Although it is a small country, Denmark has a lot to be proud of, said US president Barack Obama after his meeting with Lars Løkke Rasmussen, the prime minister, at the White House yesterday.

“Denmark is punching above its weight. You're not a big country, but the Danish soldiers are battling in the toughest areas in Afghanistan,” said the president after the meeting between the two heads of state in the Oval Office in the White House.

Rasmussen assured the president that Danish forces would remain in Afghanistan as long as necessary.

The prime minister and the president also discussed the current situation in the Middle East, especially Libya, as well as environmental policy and Denmark's efforts in the international fight against terror.

While the fighting is still going on in Libya, Obama reiterated his stance on the country's future. “Mr Gaddafi has lost his legitimacy and has to step down,” he said.

The president called on the international community to “strongly distance itself from any violence directed at civilians” in Libya and promised humanitarian aid to locals having to flee their homes.
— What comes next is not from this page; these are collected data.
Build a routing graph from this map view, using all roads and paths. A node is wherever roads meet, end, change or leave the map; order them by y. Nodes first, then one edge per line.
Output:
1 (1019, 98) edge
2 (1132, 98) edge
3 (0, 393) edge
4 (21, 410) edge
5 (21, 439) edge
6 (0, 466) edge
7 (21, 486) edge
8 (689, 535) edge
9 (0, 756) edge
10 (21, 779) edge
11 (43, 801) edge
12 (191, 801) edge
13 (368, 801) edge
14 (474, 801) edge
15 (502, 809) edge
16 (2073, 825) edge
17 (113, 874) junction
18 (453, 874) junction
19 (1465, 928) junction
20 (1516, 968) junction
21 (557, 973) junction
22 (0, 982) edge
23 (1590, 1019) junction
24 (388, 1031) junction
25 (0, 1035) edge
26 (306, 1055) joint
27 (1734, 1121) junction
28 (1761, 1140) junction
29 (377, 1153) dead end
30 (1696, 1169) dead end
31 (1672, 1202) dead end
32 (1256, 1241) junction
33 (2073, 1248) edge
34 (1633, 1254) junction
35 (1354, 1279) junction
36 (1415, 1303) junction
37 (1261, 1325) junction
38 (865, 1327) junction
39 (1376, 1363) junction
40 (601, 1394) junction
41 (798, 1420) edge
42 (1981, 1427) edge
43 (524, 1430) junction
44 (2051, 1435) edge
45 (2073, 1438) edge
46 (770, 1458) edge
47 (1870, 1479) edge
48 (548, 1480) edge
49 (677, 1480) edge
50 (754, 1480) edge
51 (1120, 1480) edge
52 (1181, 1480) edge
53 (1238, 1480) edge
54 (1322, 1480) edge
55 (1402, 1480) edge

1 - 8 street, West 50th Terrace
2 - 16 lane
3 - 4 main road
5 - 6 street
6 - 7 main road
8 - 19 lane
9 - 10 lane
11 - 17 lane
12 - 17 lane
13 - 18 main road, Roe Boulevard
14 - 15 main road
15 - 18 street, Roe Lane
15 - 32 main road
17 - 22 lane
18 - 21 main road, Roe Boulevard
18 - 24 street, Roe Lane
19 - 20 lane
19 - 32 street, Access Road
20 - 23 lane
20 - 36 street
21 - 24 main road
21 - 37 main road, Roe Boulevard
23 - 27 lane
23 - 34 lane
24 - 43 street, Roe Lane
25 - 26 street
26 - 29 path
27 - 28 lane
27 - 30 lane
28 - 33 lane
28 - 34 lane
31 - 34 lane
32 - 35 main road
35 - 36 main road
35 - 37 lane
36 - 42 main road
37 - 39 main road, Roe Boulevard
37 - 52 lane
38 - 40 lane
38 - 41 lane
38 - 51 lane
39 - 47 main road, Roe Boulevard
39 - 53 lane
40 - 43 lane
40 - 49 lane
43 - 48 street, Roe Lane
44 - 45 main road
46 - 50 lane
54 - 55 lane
Rasmussen informed Obama of Denmark's military strategy for the Helmand province in Afghanistan – a strategy that Obama fully approved of.

“During Mr Rasmussen's reign, Denmark has secured agreement on a transition strategy for the region, which is a model for the other allies,” said the president, referring to the process of gradually handing over security issues to the Afghans themselves.

The two leaders also agreed to collaborate in the fight against pirates.

“Denmark has decided to start working on a pirate strategy,” said Rasmussen. “The president is considering similar measures, and we have agreed to work closer together in that area.”

Denmark is a big shipping nation, accounting for some ten percent of the global seaway trade, the prime minister pointed out.

“Our collaboration will focus not only on increasing seaway security and the possibility of criminal prosecution and imprisonment of pirates, but also on improving the conditions on land to ensure that piracy doesn’t appear as an attractive source of income for youths in Somalia and elsewhere,” he said.

This was Rasmussen's first official visit to the White House. The Danish delegation arrived in Washington on Sunday night, where the prime minister spent the night in the official White House guest house, Blair House. Prior to the meeting with Obama, the PM also met with several prominent US politicians.